Ils profitèrent du trajet en voiture pour bavarder entre frère et sœur. A part une tante tenace du côté paternel, deux tantes moins tenaces côté maternel et quelques cousins germains ou plus éloignés, Mikael et Annika restaient les seuls de leur famille. Leur différence d'âge de trois ans ne les avait pas spécialement rapprochés dans l'adolescence, mais ils s'étaient retrouvés d'autant mieux devenus adultes.
Annika avait fait son droit et Mikael la considérait comme la plus douée des deux. Elle avait traversé ses études le vent en poupe, passé quelques années dans un tribunal rural et ensuite comme assistante d'un des avocats les plus célèbres de Suède avant de démissionner et d'ouvrir son propre cabinet. Annika s'était spécialisée dans le droit de la famille, ce qui peu à peu s'était transformé en un projet d'égalité. Elle s'était engagée comme avocate de femmes maltraitées, avait écrit un livre sur ce sujet et était devenue un nom respecté parmi les féministes. Pour couronner le tout, elle s'était engagée politiquement au côté des sociaux-démocrates, ce qui amenait Mikael à la taquiner et à la traiter d'opportuniste. Pour sa part, Mikael avait décidé dès son jeune âge qu'il ne pouvait pas adhérer à un parti politique s'il voulait conserver une crédibilité journalistique. Il évitait même de voter et, quand il lui était arrivé de le faire, il avait toujours refusé de révéler pour qui il avait voté, même à Erika Berger.

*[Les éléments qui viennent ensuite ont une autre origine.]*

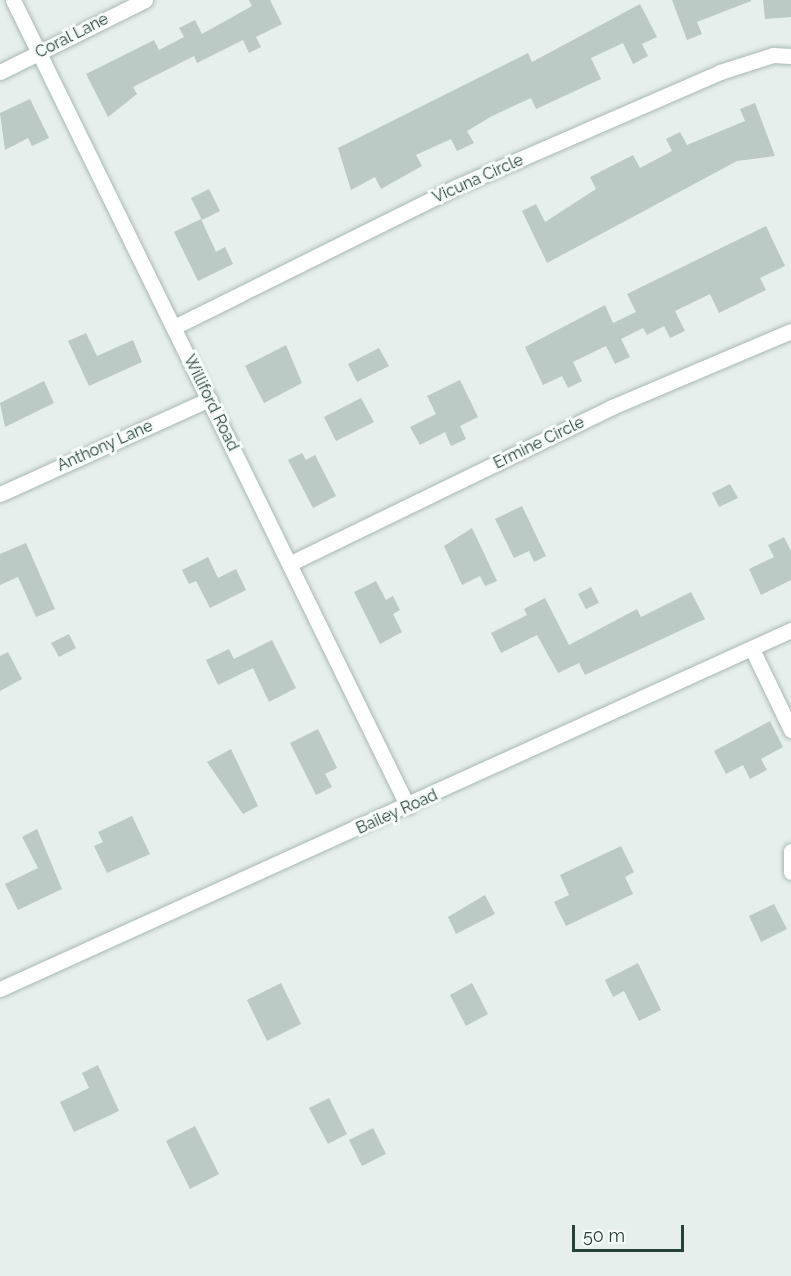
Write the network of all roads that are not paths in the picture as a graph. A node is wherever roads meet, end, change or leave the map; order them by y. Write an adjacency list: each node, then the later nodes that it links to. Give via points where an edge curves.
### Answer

— Comment tu vas ? demanda Annika alors qu'ils passaient le pont de Skurubron.
— Ben, je vais bien.
— C'est quoi le problème, alors ?
— Le problème ?
— Je te connais, Micke. Tu as eu ton air pensif toute la soirée.
Mikael garda le silence un petit moment.
— C'est compliqué comme histoire. J'ai deux problèmes en ce moment. L'un concerne une fille que j'ai connue il y a deux ans et qui m'a aidé dans l'affaire Wennerström. Ensuite elle a disparu de ma vie sans un mot d'explication. Je n'ai pas eu la moindre nouvelle d'elle pendant plus d'un an, avant la semaine dernière.
Mikael raconta l'agression dans Lundagatan.
— Tu as porté plainte ? demanda Annika tout de suite.
— Non.
— Et pourquoi pas ?
— Cette fille tient terriblement à sa vie privée. C'est elle qui a été agressée. C'est à elle de porter plainte.
Mikael soupçonnait que ce point ne devait pas se trouver en haut de la liste des priorités de Lisbeth Salander.
— Tête de lard, dit Annika en tapotant la joue de Mikael. Toujours à vouloir t'occuper de tout. Et le deuxième problème ?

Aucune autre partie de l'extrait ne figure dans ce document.